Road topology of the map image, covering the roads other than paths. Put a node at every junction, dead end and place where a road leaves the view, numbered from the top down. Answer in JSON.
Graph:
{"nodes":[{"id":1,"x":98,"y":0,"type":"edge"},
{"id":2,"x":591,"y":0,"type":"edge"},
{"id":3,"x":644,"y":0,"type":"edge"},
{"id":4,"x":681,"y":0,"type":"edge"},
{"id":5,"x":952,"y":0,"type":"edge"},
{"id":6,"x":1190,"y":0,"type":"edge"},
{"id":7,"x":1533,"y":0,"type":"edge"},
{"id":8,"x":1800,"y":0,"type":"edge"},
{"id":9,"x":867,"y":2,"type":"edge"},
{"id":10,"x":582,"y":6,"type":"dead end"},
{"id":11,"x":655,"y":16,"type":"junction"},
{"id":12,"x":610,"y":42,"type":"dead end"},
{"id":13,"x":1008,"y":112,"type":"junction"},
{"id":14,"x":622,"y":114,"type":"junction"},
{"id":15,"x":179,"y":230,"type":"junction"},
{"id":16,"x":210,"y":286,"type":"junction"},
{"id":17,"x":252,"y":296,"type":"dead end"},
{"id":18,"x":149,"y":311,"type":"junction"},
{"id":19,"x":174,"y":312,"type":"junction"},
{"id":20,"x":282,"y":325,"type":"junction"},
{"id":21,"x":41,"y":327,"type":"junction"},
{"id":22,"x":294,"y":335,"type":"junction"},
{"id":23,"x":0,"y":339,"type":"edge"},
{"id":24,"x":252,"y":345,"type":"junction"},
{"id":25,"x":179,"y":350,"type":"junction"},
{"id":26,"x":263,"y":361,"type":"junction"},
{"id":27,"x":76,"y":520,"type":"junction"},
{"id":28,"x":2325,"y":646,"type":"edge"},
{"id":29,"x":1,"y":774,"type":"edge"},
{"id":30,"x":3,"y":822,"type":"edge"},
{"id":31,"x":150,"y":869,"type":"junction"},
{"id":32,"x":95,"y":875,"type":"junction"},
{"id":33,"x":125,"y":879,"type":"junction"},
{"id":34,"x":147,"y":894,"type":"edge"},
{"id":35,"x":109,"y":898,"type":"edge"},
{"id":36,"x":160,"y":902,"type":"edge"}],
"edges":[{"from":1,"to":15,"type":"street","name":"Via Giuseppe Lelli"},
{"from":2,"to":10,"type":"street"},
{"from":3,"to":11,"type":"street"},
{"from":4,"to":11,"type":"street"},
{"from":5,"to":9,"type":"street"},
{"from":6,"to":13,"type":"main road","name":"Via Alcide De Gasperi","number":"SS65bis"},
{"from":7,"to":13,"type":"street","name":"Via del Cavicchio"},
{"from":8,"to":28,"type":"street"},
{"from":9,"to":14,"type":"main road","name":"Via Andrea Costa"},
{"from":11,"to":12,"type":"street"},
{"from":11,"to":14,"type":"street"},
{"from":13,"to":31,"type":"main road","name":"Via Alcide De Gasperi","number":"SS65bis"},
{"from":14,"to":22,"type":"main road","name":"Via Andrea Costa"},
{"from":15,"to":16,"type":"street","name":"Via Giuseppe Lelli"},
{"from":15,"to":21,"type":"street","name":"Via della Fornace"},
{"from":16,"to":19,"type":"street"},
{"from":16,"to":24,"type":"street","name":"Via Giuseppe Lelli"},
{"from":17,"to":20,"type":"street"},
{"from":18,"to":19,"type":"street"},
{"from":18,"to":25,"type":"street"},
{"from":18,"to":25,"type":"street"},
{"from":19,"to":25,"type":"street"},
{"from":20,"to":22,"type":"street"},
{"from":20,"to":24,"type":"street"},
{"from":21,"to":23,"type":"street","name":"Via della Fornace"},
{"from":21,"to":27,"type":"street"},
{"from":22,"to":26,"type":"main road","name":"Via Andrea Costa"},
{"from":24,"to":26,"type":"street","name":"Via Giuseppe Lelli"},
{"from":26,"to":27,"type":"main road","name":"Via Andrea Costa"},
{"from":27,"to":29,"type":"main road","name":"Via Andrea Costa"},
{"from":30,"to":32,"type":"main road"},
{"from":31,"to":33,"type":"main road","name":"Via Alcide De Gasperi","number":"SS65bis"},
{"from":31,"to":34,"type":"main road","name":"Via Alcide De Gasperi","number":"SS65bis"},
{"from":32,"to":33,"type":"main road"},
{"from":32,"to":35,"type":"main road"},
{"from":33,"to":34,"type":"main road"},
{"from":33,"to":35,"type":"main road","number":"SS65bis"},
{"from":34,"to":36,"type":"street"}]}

....

Required action
Please return the full set of records exactly as given above.

Problem solution
Road topology of the map image, covering the roads other than paths. Put a node at every junction, dead end and place where a road leaves the view, numbered from the top down. Answer in JSON.
Graph:
{"nodes":[{"id":1,"x":98,"y":0,"type":"edge"},
{"id":2,"x":591,"y":0,"type":"edge"},
{"id":3,"x":644,"y":0,"type":"edge"},
{"id":4,"x":681,"y":0,"type":"edge"},
{"id":5,"x":952,"y":0,"type":"edge"},
{"id":6,"x":1190,"y":0,"type":"edge"},
{"id":7,"x":1533,"y":0,"type":"edge"},
{"id":8,"x":1800,"y":0,"type":"edge"},
{"id":9,"x":867,"y":2,"type":"edge"},
{"id":10,"x":582,"y":6,"type":"dead end"},
{"id":11,"x":655,"y":16,"type":"junction"},
{"id":12,"x":610,"y":42,"type":"dead end"},
{"id":13,"x":1008,"y":112,"type":"junction"},
{"id":14,"x":622,"y":114,"type":"junction"},
{"id":15,"x":179,"y":230,"type":"junction"},
{"id":16,"x":210,"y":286,"type":"junction"},
{"id":17,"x":252,"y":296,"type":"dead end"},
{"id":18,"x":149,"y":311,"type":"junction"},
{"id":19,"x":174,"y":312,"type":"junction"},
{"id":20,"x":282,"y":325,"type":"junction"},
{"id":21,"x":41,"y":327,"type":"junction"},
{"id":22,"x":294,"y":335,"type":"junction"},
{"id":23,"x":0,"y":339,"type":"edge"},
{"id":24,"x":252,"y":345,"type":"junction"},
{"id":25,"x":179,"y":350,"type":"junction"},
{"id":26,"x":263,"y":361,"type":"junction"},
{"id":27,"x":76,"y":520,"type":"junction"},
{"id":28,"x":2325,"y":646,"type":"edge"},
{"id":29,"x":1,"y":774,"type":"edge"},
{"id":30,"x":3,"y":822,"type":"edge"},
{"id":31,"x":150,"y":869,"type":"junction"},
{"id":32,"x":95,"y":875,"type":"junction"},
{"id":33,"x":125,"y":879,"type":"junction"},
{"id":34,"x":147,"y":894,"type":"edge"},
{"id":35,"x":109,"y":898,"type":"edge"},
{"id":36,"x":160,"y":902,"type":"edge"}],
"edges":[{"from":1,"to":15,"type":"street","name":"Via Giuseppe Lelli"},
{"from":2,"to":10,"type":"street"},
{"from":3,"to":11,"type":"street"},
{"from":4,"to":11,"type":"street"},
{"from":5,"to":9,"type":"street"},
{"from":6,"to":13,"type":"main road","name":"Via Alcide De Gasperi","number":"SS65bis"},
{"from":7,"to":13,"type":"street","name":"Via del Cavicchio"},
{"from":8,"to":28,"type":"street"},
{"from":9,"to":14,"type":"main road","name":"Via Andrea Costa"},
{"from":11,"to":12,"type":"street"},
{"from":11,"to":14,"type":"street"},
{"from":13,"to":31,"type":"main road","name":"Via Alcide De Gasperi","number":"SS65bis"},
{"from":14,"to":22,"type":"main road","name":"Via Andrea Costa"},
{"from":15,"to":16,"type":"street","name":"Via Giuseppe Lelli"},
{"from":15,"to":21,"type":"street","name":"Via della Fornace"},
{"from":16,"to":19,"type":"street"},
{"from":16,"to":24,"type":"street","name":"Via Giuseppe Lelli"},
{"from":17,"to":20,"type":"street"},
{"from":18,"to":19,"type":"street"},
{"from":18,"to":25,"type":"street"},
{"from":18,"to":25,"type":"street"},
{"from":19,"to":25,"type":"street"},
{"from":20,"to":22,"type":"street"},
{"from":20,"to":24,"type":"street"},
{"from":21,"to":23,"type":"street","name":"Via della Fornace"},
{"from":21,"to":27,"type":"street"},
{"from":22,"to":26,"type":"main road","name":"Via Andrea Costa"},
{"from":24,"to":26,"type":"street","name":"Via Giuseppe Lelli"},
{"from":26,"to":27,"type":"main road","name":"Via Andrea Costa"},
{"from":27,"to":29,"type":"main road","name":"Via Andrea Costa"},
{"from":30,"to":32,"type":"main road"},
{"from":31,"to":33,"type":"main road","name":"Via Alcide De Gasperi","number":"SS65bis"},
{"from":31,"to":34,"type":"main road","name":"Via Alcide De Gasperi","number":"SS65bis"},
{"from":32,"to":33,"type":"main road"},
{"from":32,"to":35,"type":"main road"},
{"from":33,"to":34,"type":"main road"},
{"from":33,"to":35,"type":"main road","number":"SS65bis"},
{"from":34,"to":36,"type":"street"}]}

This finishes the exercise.